4. Test, iterate, repeat

Managing customer retention effectively is a complex challenge that adapts and changes as your business grows.  You should view your retention strategy as a developing process that will change over time. 

Speak to your current customers and find out what they like about your product, and what they don’t. What other features would they like to see? Is there something that would help them get even more value from it?

You should also ask departing customers for feedback to find out what happened, what features were missing, and what solution they plan on using instead. This gives you the best chance of addressing the problem - and once you have, you can target these customers with win-back campaigns that remind them how great you are. 👌

Common pitfalls and how to avoid them

Retaining more customers means capturing more recurring revenue, which is great! But extra revenue and larger transaction volumes actually mean more than just more money in the pot at the end of the year. 

It means more (and different types) of data to manage. It can also mean that your business is more likely to breach sales tax thresholds, with customers from different regions, with different financial regulations. 
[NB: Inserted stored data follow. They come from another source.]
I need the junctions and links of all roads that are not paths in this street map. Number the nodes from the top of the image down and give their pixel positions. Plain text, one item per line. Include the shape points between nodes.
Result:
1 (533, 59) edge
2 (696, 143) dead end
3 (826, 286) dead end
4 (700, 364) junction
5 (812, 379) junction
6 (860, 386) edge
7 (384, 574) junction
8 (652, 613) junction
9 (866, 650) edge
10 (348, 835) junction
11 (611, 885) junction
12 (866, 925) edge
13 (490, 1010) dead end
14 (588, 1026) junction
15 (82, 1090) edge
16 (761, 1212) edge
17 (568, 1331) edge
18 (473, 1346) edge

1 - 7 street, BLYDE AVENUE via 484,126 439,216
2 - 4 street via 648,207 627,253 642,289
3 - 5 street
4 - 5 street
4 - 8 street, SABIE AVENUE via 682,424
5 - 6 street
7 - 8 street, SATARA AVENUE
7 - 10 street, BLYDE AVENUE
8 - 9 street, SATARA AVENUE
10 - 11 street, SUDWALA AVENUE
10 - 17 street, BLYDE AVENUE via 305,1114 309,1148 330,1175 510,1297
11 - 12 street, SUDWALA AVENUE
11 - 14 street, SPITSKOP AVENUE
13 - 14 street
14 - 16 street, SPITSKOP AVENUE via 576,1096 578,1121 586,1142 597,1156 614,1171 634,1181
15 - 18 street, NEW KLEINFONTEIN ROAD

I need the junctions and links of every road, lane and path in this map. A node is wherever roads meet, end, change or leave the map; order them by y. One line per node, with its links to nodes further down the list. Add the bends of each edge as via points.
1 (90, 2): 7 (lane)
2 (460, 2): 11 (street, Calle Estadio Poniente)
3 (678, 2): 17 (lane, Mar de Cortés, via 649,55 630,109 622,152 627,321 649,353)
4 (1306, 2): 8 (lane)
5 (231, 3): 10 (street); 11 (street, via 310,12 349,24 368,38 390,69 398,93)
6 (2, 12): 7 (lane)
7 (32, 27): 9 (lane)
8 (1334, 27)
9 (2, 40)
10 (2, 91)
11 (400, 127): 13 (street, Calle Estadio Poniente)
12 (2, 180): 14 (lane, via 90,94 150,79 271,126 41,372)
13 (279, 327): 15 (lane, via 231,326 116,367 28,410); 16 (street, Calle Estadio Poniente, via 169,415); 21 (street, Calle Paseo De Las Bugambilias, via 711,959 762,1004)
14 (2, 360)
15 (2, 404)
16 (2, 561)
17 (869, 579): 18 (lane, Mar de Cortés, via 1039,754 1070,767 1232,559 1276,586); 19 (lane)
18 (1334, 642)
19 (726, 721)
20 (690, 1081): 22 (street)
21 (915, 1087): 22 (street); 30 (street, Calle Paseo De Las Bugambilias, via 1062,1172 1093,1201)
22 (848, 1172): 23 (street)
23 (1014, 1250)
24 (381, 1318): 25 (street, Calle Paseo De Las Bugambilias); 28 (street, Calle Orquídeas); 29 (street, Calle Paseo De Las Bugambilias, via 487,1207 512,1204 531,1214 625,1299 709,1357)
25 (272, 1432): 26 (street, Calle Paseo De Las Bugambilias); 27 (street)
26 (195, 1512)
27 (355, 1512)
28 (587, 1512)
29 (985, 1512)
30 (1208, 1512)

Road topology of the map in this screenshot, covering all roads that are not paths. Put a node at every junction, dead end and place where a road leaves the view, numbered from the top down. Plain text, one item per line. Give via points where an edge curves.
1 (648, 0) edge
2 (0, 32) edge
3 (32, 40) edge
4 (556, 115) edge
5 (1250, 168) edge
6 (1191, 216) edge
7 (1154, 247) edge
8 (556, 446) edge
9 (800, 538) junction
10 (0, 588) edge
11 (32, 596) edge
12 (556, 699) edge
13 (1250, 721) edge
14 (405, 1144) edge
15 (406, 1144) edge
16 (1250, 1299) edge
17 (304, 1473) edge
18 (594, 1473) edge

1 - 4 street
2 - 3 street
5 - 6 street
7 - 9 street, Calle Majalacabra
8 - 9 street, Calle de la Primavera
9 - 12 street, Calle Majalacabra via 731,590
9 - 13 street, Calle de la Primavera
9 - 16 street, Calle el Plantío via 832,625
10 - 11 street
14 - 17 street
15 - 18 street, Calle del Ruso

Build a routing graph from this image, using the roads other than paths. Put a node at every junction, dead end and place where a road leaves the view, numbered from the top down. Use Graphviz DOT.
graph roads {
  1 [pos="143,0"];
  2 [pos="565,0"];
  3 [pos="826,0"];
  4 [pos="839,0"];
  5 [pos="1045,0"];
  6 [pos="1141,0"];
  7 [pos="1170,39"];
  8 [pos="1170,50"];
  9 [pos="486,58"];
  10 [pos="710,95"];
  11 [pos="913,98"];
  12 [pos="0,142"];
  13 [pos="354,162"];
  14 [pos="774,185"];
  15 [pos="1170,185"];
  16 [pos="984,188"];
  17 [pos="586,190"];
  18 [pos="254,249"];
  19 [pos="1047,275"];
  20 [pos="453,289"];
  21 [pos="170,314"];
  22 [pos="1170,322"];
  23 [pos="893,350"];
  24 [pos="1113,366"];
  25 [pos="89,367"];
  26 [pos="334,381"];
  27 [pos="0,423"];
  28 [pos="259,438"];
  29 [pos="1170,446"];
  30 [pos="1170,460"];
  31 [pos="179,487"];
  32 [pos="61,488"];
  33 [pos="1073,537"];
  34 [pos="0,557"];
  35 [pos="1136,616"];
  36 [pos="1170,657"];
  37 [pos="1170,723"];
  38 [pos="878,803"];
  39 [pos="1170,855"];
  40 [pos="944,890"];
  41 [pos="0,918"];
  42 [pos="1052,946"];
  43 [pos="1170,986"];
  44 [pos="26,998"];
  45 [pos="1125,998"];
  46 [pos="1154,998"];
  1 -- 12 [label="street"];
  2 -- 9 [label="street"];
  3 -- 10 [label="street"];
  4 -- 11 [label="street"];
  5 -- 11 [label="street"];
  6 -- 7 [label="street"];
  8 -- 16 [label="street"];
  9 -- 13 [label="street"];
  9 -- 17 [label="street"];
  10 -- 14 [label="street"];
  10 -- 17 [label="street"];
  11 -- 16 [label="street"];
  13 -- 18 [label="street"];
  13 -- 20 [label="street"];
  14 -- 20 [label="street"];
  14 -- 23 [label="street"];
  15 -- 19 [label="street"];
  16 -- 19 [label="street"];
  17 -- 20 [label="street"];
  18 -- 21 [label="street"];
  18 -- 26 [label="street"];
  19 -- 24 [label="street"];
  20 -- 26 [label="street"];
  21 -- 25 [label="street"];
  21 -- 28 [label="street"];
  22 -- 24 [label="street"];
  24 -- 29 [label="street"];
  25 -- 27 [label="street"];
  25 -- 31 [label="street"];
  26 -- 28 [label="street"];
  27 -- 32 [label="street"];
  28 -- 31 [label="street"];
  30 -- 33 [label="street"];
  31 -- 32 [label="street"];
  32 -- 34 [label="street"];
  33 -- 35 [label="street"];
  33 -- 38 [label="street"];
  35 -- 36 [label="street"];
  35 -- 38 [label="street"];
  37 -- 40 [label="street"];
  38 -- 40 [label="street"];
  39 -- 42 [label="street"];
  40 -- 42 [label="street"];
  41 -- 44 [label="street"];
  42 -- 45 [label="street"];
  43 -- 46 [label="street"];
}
All of which is easier to manage if you plan ahead. So, here are some things to think about.

Sales tax and financial compliance

Firstly, how will this extra cash and additional transaction volume impact your sales tax liabilities with jurisdictions around the world?

Sales tax on software is dependent on where your customers are based, not just where your business has a physical presence - so it’s important to understand the regulations everywhere you operate before your business surpasses any threshold for sales tax. 

Once you know where you’re liable, you’ll need to register with the sales tax authority in each jurisdiction, before filing and remitting sales tax payments accordingly. 

Check out our Sales Tax Agony Index 🌶  for more on the different regulations around the world. 

If you have customers from different markets, you also need to consider the local financial compliance regulations. Examples include PSD2 in Europe or 3DSecure -the requirements for which can even change by region. 

Here’s our Senior Payments Product Manager, Quinisha Anderson with more.

Reporting and analytics: The metrics that matter

There are a number of SaaS metrics that will help you measure the success of your retention strategy. 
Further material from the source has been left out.